Religião e saúde
Por Anselmo Borges
Kant alinhou as tarefas fundamentais da Filosofia: "O que posso saber?", "O que devo fazer?", "O que é que me é permitido esperar?" No fundo, elas reduzem-se a uma quarta pergunta, para a qual remetem: "O que é o Homem?"
Segundo Kant, precisamente à terceira pergunta responde a religião, o que significa que, para ele, o que a determina é a esperança de salvação, felicidade, consolação, sentido último. Deus "deve" moralmente existir - é um postulado da razão prática -, para que se dê a harmonia entre o dever cumprido e a felicidade.
Claro que é sempre possível perguntar se realmente a religião consola e como. Para viver a religião verdadeira, é preciso estar disposto a sacrificar-se pela dignidade, pela justiça, pela verdade: pense-se, por exemplo, na cruz de Cristo. E está sempre presente a ameaça de projecção e ilusão, como denunciaram os "mestres da suspeita". De qualquer forma, não há dúvida de que a religião tem a ver com felicidade e sentido último.
Há hoje inclusivamente estudos que mostram uma relação globalmente positiva entre a religião e a saúde - note-se que, significativamente, o étimo latino de saúde e salvação é o mesmo: salus, salutis, em conexão com saudar e saudade: salutem dare. Ao contrário de R. Dawkins, que supõe que é largamente aceite pela comunidade científica que a religião prejudica os indivíduos, reduzindo o seu potencial de saúde e sobrevivência, Mario Beauregard, investigador de neurociências na Universidade de Montréal, escreve que se acumulam provas consideráveis que mostram que as experiências religiosas, espirituais e/ou místicas "estão associadas a melhor saúde física e mental".
No quadro da "medicina psicossomática", é sabido hoje, por exemplo, que o stress ou a solidão podem contribuir para aumentar a tensão arterial. Foi assim que se começou a estudar também a fisiologia da meditação para compreender a influência do espírito sobre o corpo. Na sua obra The Spiritual Brain, Beauregard cita 158 estudos médicos sobre o efeito da religião na saúde, concluindo que 77% fazem menção de um efeito clínico positivo. Um estudo mostrou que os "adultos mais idosos que participam em actividades religiosas pessoais antes do aparecimento dos primeiros sinais de handicap nas actividades do quotidiano têm mais esperança de vida do que os que o não fazem".
Há também dados que mostram o desejo dos doentes de que os médicos conheçam as suas crenças religiosas e que as tenham em conta. Falar sobre o assunto pode aumentar a compreensão médico-doente. Por outro lado, uma sondagem junto de 1100 médicos americanos mostrou que 55% estavam de acordo com a afirmação: "As minhas crenças religiosas influenciam a minha prática da medicina."

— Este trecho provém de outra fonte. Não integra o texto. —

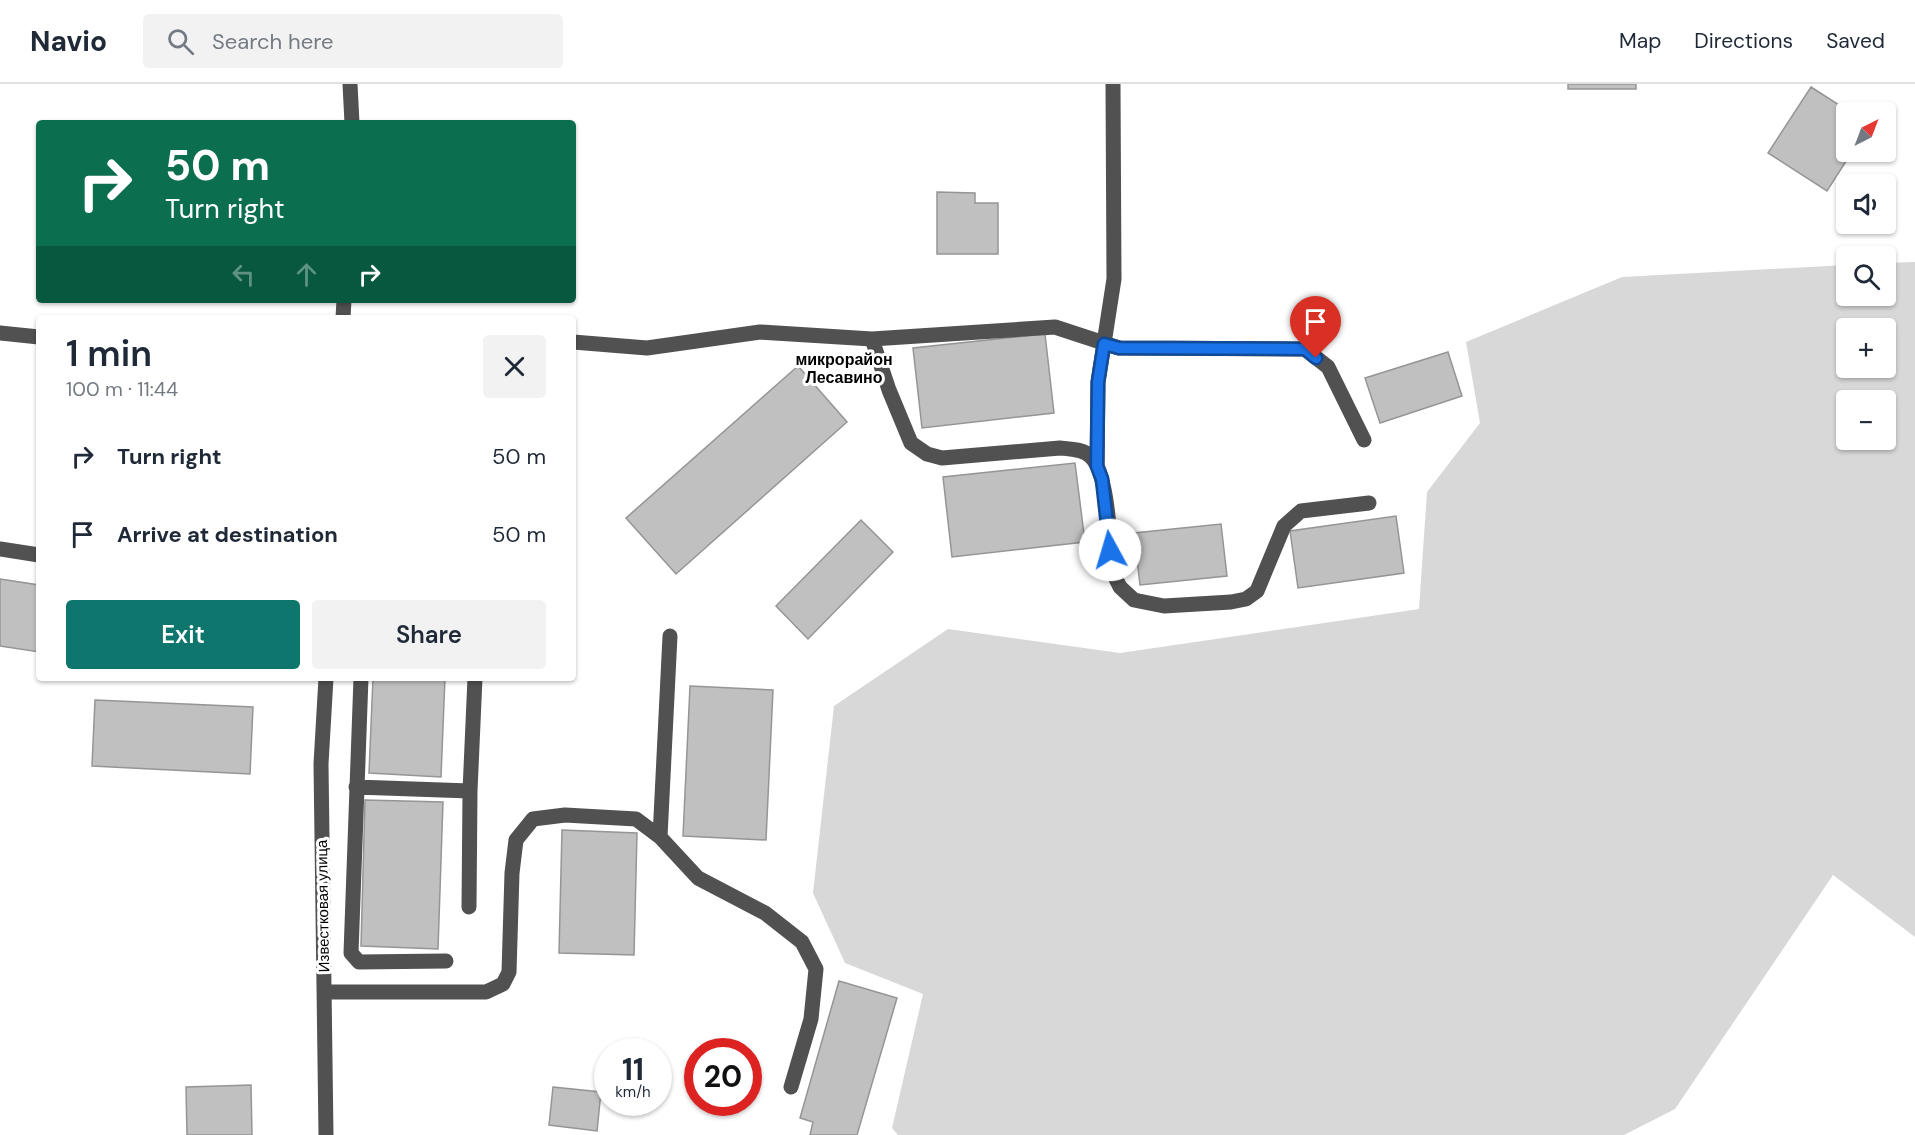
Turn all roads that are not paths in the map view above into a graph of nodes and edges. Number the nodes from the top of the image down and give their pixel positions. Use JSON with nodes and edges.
{"nodes":[{"id":1,"x":350,"y":84,"type":"edge"},
{"id":2,"x":1113,"y":84,"type":"edge"},
{"id":3,"x":352,"y":120,"type":"edge"},
{"id":4,"x":0,"y":333,"type":"edge"},
{"id":5,"x":36,"y":337,"type":"edge"},
{"id":6,"x":872,"y":339,"type":"junction"},
{"id":7,"x":576,"y":342,"type":"edge"},
{"id":8,"x":1104,"y":344,"type":"junction"},
{"id":9,"x":1364,"y":440,"type":"dead end"},
{"id":10,"x":1097,"y":466,"type":"junction"},
{"id":11,"x":1369,"y":503,"type":"dead end"},
{"id":12,"x":0,"y":549,"type":"edge"},
{"id":13,"x":36,"y":555,"type":"edge"},
{"id":14,"x":670,"y":636,"type":"dead end"},
{"id":15,"x":326,"y":681,"type":"edge"},
{"id":16,"x":361,"y":681,"type":"edge"},
{"id":17,"x":475,"y":681,"type":"edge"},
{"id":18,"x":356,"y":787,"type":"junction"},
{"id":19,"x":470,"y":791,"type":"junction"},
{"id":20,"x":660,"y":837,"type":"junction"},
{"id":21,"x":469,"y":907,"type":"dead end"},
{"id":22,"x":447,"y":961,"type":"dead end"},
{"id":23,"x":324,"y":992,"type":"junction"},
{"id":24,"x":791,"y":1087,"type":"dead end"},
{"id":25,"x":326,"y":1135,"type":"edge"}],
"edges":[{"from":1,"to":3,"type":"lane"},
{"from":2,"to":8,"type":"lane"},
{"from":4,"to":5,"type":"lane"},
{"from":6,"to":7,"type":"lane"},
{"from":6,"to":8,"type":"lane"},
{"from":6,"to":10,"type":"lane"},
{"from":8,"to":9,"type":"lane"},
{"from":8,"to":10,"type":"lane"},
{"from":10,"to":11,"type":"lane"},
{"from":12,"to":13,"type":"lane"},
{"from":14,"to":20,"type":"lane"},
{"from":15,"to":23,"type":"lane","name":"Известковая улица"},
{"from":16,"to":18,"type":"lane"},
{"from":17,"to":19,"type":"lane"},
{"from":18,"to":19,"type":"lane"},
{"from":18,"to":22,"type":"lane"},
{"from":19,"to":21,"type":"lane"},
{"from":20,"to":23,"type":"lane"},
{"from":20,"to":24,"type":"lane"},
{"from":23,"to":25,"type":"lane","name":"Известковая улица"}]}
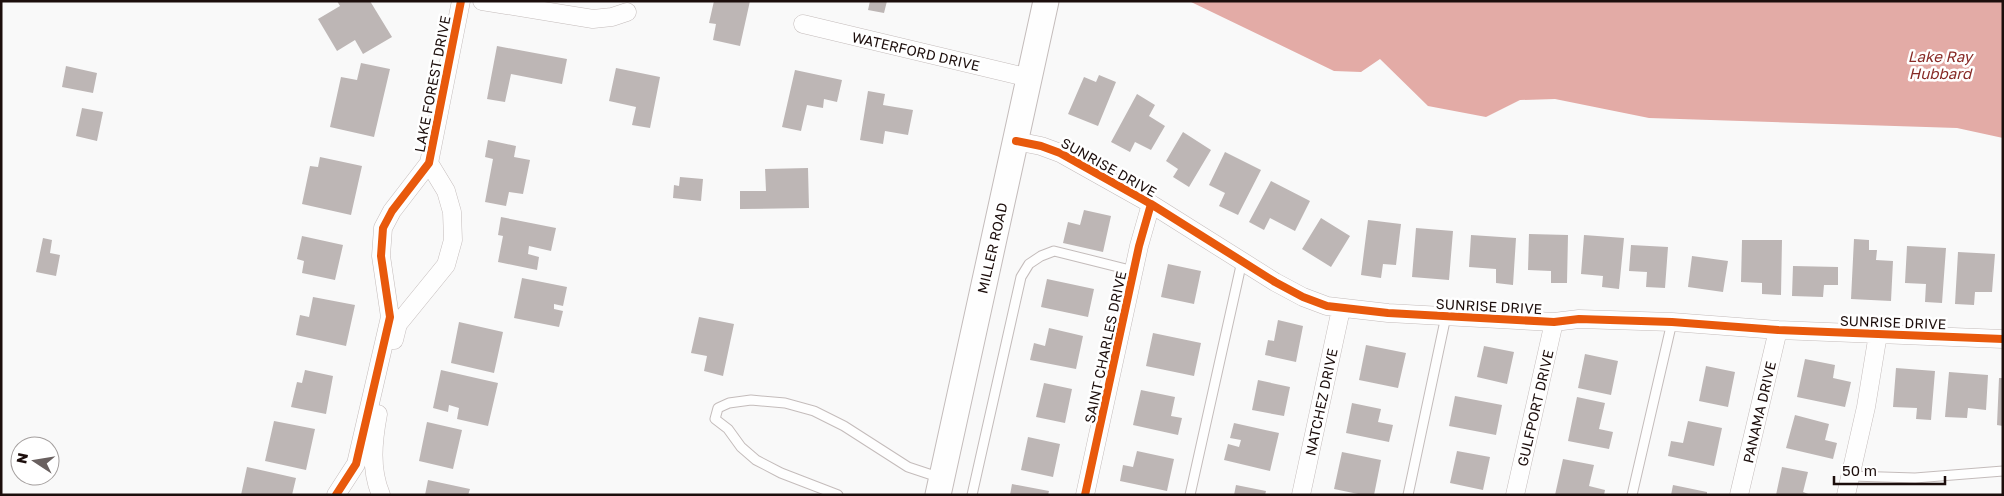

No seu novo livro, How God Changes your Brain (Como muda Deus o teu cérebro), o neurologista Andrew Newberg mostra, através da ressonância magnética nuclear funcional, que a medi- tação e a oração intensas alteram a massa cinzenta, reforçando as zonas que concentram a mente e alimentam a compaixão; também acalmam o medo e a ira. "A religião e a ciência são as duas forças mais poderosas em toda a história humana. São as duas coisas que nos ajudam a organizar e a entender o nosso mundo. Porque não procurar uni-las?"
Note-se, porém, que os efeitos não são sempre positivos. É fundamental a imagem que se tem da entidade superior, benevolente ou malévola. Beauregard refere um estudo que mostra que os idosos e doentes corriam maior risco de morrer, se tivessem "uma relação conflituosa com as suas crenças religiosas".
Por outro lado, os ateus dirão que precisamente a imagiologia cerebral das pessoas mergulhadas na oração é a prova de que a fé é uma ilusão, pois apenas mostra o que se passa no cérebro. Responde Newberg: "Pode ser que seja só o cérebro a fazê-lo, mas também poderia ser o cérebro recebendo o fenómeno espiritual", acrescentando: "Eu não digo que a religião seja má ou não real. O que digo é que as pessoas são religiosas e procuramos saber como isso as afecta."